*** Opening Material provided ***

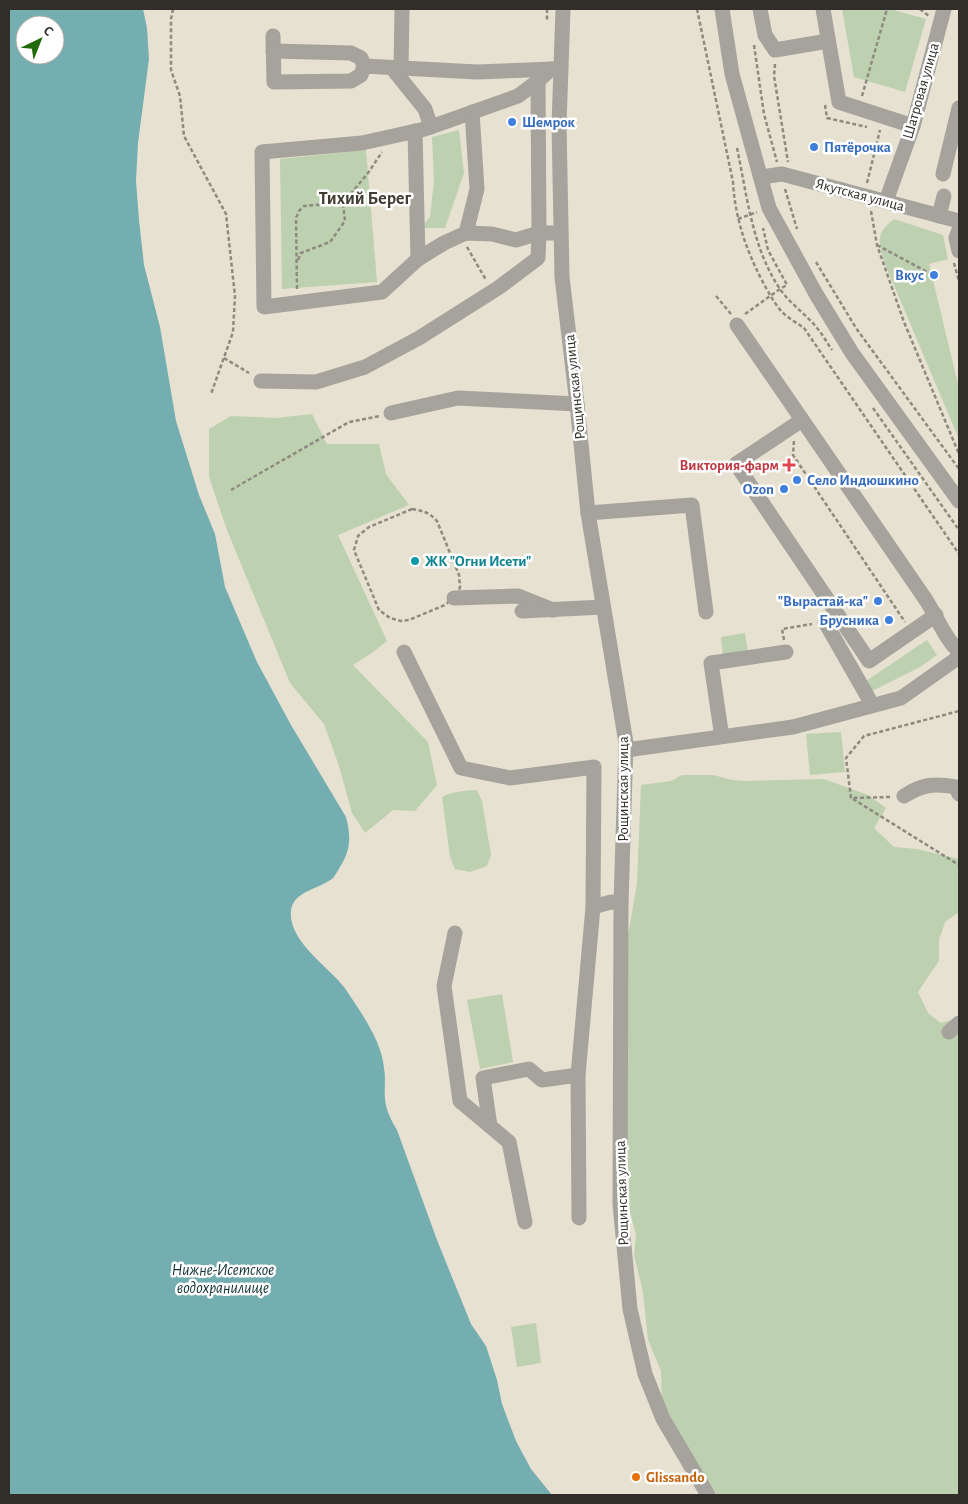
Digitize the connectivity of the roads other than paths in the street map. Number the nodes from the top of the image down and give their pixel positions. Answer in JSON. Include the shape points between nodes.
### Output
{"nodes":[{"id":1,"x":402,"y":9,"type":"edge"},
{"id":2,"x":562,"y":9,"type":"edge"},
{"id":3,"x":722,"y":9,"type":"edge"},
{"id":4,"x":760,"y":9,"type":"edge"},
{"id":5,"x":823,"y":9,"type":"edge"},
{"id":6,"x":944,"y":9,"type":"edge"},
{"id":7,"x":828,"y":41,"type":"junction"},
{"id":8,"x":364,"y":66,"type":"junction"},
{"id":9,"x":397,"y":68,"type":"junction"},
{"id":10,"x":556,"y":69,"type":"junction"},
{"id":11,"x":538,"y":81,"type":"junction"},
{"id":12,"x":959,"y":108,"type":"edge"},
{"id":13,"x":472,"y":112,"type":"junction"},
{"id":14,"x":431,"y":126,"type":"junction"},
{"id":15,"x":913,"y":126,"type":"junction"},
{"id":16,"x":415,"y":131,"type":"junction"},
{"id":17,"x":943,"y":174,"type":"dead end"},
{"id":18,"x":761,"y":177,"type":"junction"},
{"id":19,"x":875,"y":195,"type":"junction"},
{"id":20,"x":944,"y":196,"type":"dead end"},
{"id":21,"x":939,"y":216,"type":"junction"},
{"id":22,"x":959,"y":221,"type":"edge"},
{"id":23,"x":959,"y":230,"type":"edge"},
{"id":24,"x":539,"y":233,"type":"junction"},
{"id":25,"x":561,"y":233,"type":"junction"},
{"id":26,"x":463,"y":234,"type":"junction"},
{"id":27,"x":959,"y":251,"type":"edge"},
{"id":28,"x":418,"y":259,"type":"junction"},
{"id":29,"x":736,"y":322,"type":"road end"},
{"id":30,"x":261,"y":381,"type":"road end"},
{"id":31,"x":577,"y":404,"type":"junction"},
{"id":32,"x":391,"y":413,"type":"road end"},
{"id":33,"x":797,"y":423,"type":"junction"},
{"id":34,"x":959,"y":502,"type":"edge"},
{"id":35,"x":588,"y":514,"type":"junction"},
{"id":36,"x":454,"y":598,"type":"road end"},
{"id":37,"x":603,"y":607,"type":"junction"},
{"id":38,"x":553,"y":610,"type":"junction"},
{"id":39,"x":522,"y":611,"type":"dead end"},
{"id":40,"x":706,"y":612,"type":"dead end"},
{"id":41,"x":936,"y":615,"type":"junction"},
{"id":42,"x":825,"y":622,"type":"road end"},
{"id":43,"x":404,"y":652,"type":"dead end"},
{"id":44,"x":786,"y":652,"type":"road end"},
{"id":45,"x":959,"y":652,"type":"edge"},
{"id":46,"x":959,"y":657,"type":"edge"},
{"id":47,"x":869,"y":699,"type":"dead end"},
{"id":48,"x":721,"y":731,"type":"dead end"},
{"id":49,"x":626,"y":750,"type":"junction"},
{"id":50,"x":959,"y":794,"type":"edge"},
{"id":51,"x":904,"y":796,"type":"road end"},
{"id":52,"x":621,"y":903,"type":"junction"},
{"id":53,"x":593,"y":907,"type":"junction"},
{"id":54,"x":455,"y":933,"type":"dead end"},
{"id":55,"x":578,"y":1075,"type":"junction"},
{"id":56,"x":490,"y":1126,"type":"junction"},
{"id":57,"x":579,"y":1218,"type":"dead end"},
{"id":58,"x":525,"y":1222,"type":"dead end"},
{"id":59,"x":708,"y":1495,"type":"edge"}],
"edges":[{"from":1,"to":9,"type":"street"},
{"from":2,"to":10,"type":"street","name":"Рощинская улица"},
{"from":3,"to":18,"type":"street","via":[[732,74]]},
{"from":4,"to":7,"type":"street","via":[[765,35],[775,50]]},
{"from":5,"to":7,"type":"street"},
{"from":6,"to":15,"type":"street","name":"Шатровая улица"},
{"from":7,"to":15,"type":"street","via":[[839,102]]},
{"from":8,"to":8,"type":"street","via":[[361,75],[351,81],[274,82],[273,44],[352,53],[361,58]]},
{"from":8,"to":9,"type":"street"},
{"from":9,"to":10,"type":"street","via":[[478,72]]},
{"from":9,"to":14,"type":"street","via":[[425,109]]},
{"from":10,"to":11,"type":"street"},
{"from":10,"to":25,"type":"street","name":"Рощинская улица"},
{"from":11,"to":13,"type":"street","via":[[518,96]]},
{"from":11,"to":24,"type":"street"},
{"from":12,"to":17,"type":"street"},
{"from":13,"to":14,"type":"street"},
{"from":13,"to":26,"type":"street","via":[[477,189]]},
{"from":14,"to":16,"type":"street"},
{"from":15,"to":19,"type":"street","name":"Шатровая улица"},
{"from":16,"to":28,"type":"street"},
{"from":16,"to":28,"type":"street","via":[[362,143],[262,152],[264,307],[382,292]]},
{"from":18,"to":19,"type":"street","name":"Якутская улица","via":[[785,170]]},
{"from":18,"to":34,"type":"street","via":[[769,208],[816,294],[852,353]]},
{"from":19,"to":21,"type":"street","name":"Якутская улица"},
{"from":20,"to":21,"type":"street"},
{"from":21,"to":22,"type":"street","name":"Якутская улица"},
{"from":23,"to":27,"type":"street","via":[[956,238]]},
{"from":24,"to":25,"type":"street"},
{"from":24,"to":26,"type":"street","via":[[516,240],[492,234]]},
{"from":24,"to":30,"type":"street","via":[[538,258],[493,292],[365,367],[316,382]]},
{"from":25,"to":31,"type":"street","name":"Рощинская улица","via":[[562,277]]},
{"from":26,"to":28,"type":"street"},
{"from":29,"to":33,"type":"street"},
{"from":31,"to":32,"type":"street","via":[[458,398]]},
{"from":31,"to":35,"type":"street","name":"Рощинская улица"},
{"from":33,"to":41,"type":"street"},
{"from":33,"to":41,"type":"street","via":[[736,464],[869,661]]},
{"from":35,"to":37,"type":"street","name":"Рощинская улица"},
{"from":35,"to":40,"type":"street","via":[[692,505]]},
{"from":36,"to":38,"type":"street","via":[[518,596]]},
{"from":37,"to":38,"type":"street"},
{"from":37,"to":49,"type":"street","name":"Рощинская улица"},
{"from":38,"to":39,"type":"street"},
{"from":41,"to":45,"type":"street","via":[[949,642]]},
{"from":42,"to":47,"type":"street"},
{"from":43,"to":53,"type":"street","via":[[461,768],[510,778],[594,766]]},
{"from":44,"to":48,"type":"street","via":[[711,663]]},
{"from":46,"to":49,"type":"street","via":[[901,698],[793,726]]},
{"from":49,"to":52,"type":"street","name":"Рощинская улица"},
{"from":50,"to":51,"type":"street","via":[[956,787],[941,784],[918,787]]},
{"from":52,"to":53,"type":"street"},
{"from":52,"to":59,"type":"street","name":"Рощинская улица","via":[[620,1204],[630,1309],[646,1374],[663,1419]]},
{"from":53,"to":55,"type":"street"},
{"from":54,"to":56,"type":"street","via":[[444,986],[460,1101]]},
{"from":55,"to":56,"type":"street","via":[[542,1080],[529,1069],[483,1078]]},
{"from":55,"to":57,"type":"street"},
{"from":56,"to":58,"type":"street","via":[[510,1142]]}]}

*** Closing Material provided ***

## Directions
What is the number of lines in the records above that include the word "Шатровая"? Reply with that number and nothing more.

## Solution to the exercise
2